1.      Hire a good recruiter.

We are obviously biased. We are a recruitment company, and we want more clients. But seriously, the amount of times we have heard from clients that their process broke down because their internal recruitment team wasn’t up to the task, or because their external recruiter was poor, is HIGH.

A good recruiter is invaluable. They know their market inside-out, and they know A LOT of strong candidates in that marketplace. They can give you a quick, well-rounded overview of the candidate pool, with relevant insights in to each candidate (including their history, motivations, decision-making governance (around previous career moves, for example), appetite for this particular role, how serious they are in general about making a move, sensitivity to salary variances, and much more).

What’s more, is that a good recruiter is your ambassador; your mascot. If you have a genuinely compelling position, then a good recruiter will welcome the assignment with both arms, because they know that they are going to be able to ‘sell’ the position to the candidate at some stage. Good recruiters are excellent salespeople – this could make the difference between your company landing that superstar candidate, or your competitor.

2.      Work on your branding.

Remember what we said about culture? Your culture is the catalyst to your brand. If you get your culture right, your brand will be strong. If people love working for your company, other people will find out.

How do you improve your brand? Listen to your stakeholders.
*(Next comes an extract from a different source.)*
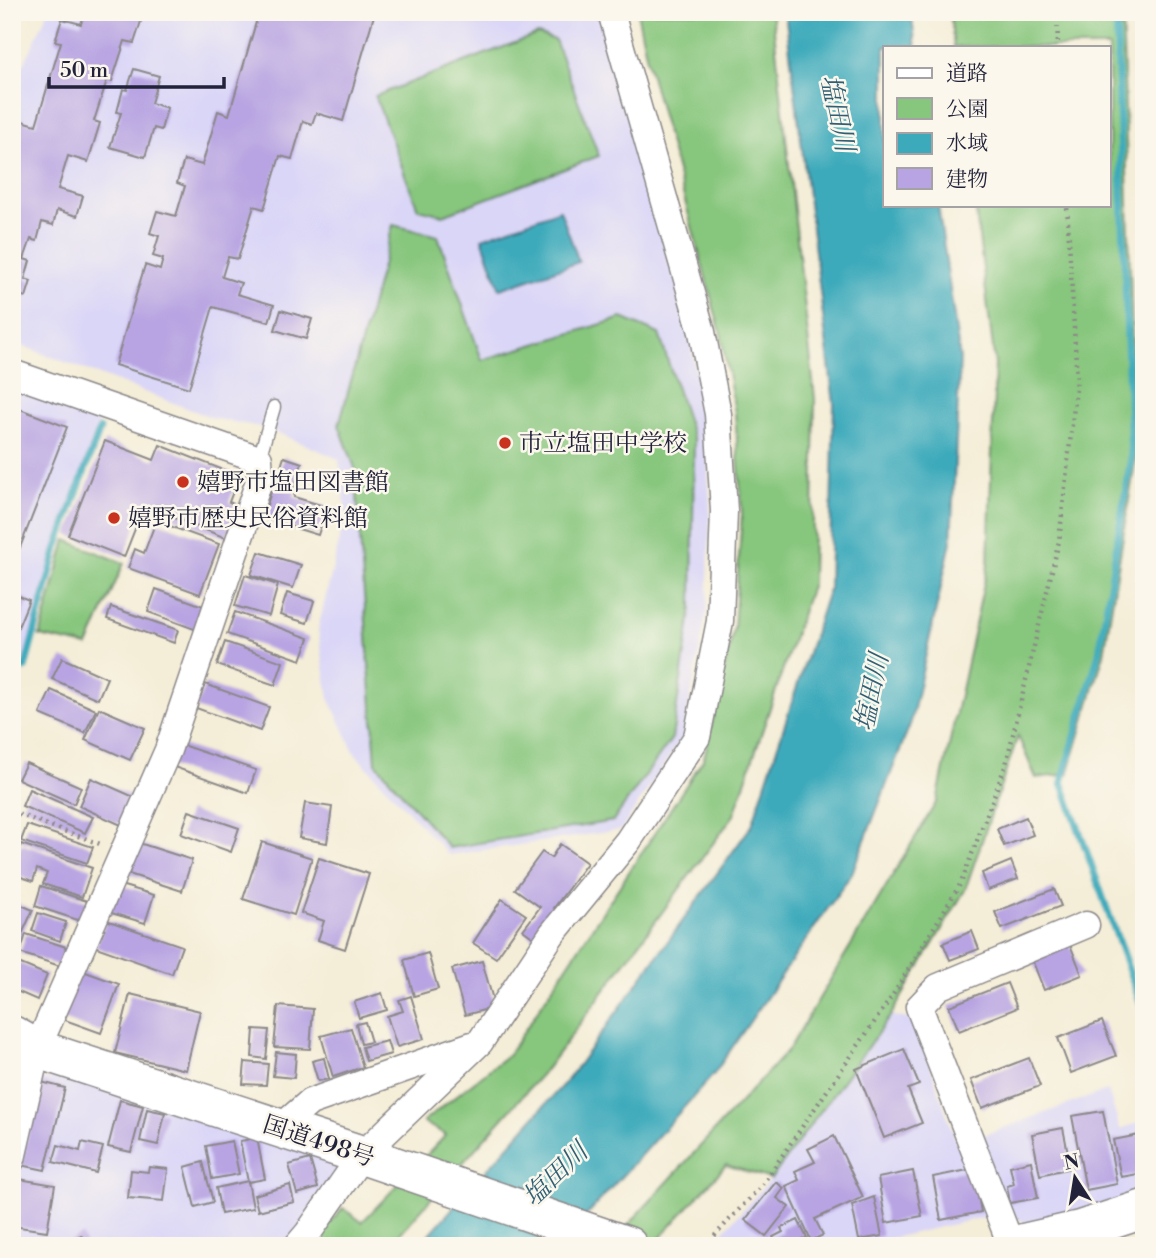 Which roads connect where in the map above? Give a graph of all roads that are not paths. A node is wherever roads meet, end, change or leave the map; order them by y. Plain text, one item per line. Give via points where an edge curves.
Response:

This includes your employees (culture!), your customers, shareholders, suppliers, etc.. Pay attention to this – if people feel like they can identify with your brand, they are more likely to join your company.

3.      Formalise your ‘why.’

We’ve said it before, and we’ll say it again – people want to work for a purpose. Why does your company exist? Why does this position exist? Why would people come to work for your company? Nail the answers to these questions, and ensure they align with the candidates’ motivations, and the rest will take care of itself. You are far less likely to get a ‘no’ from your desired candidate if these key questions are addressed.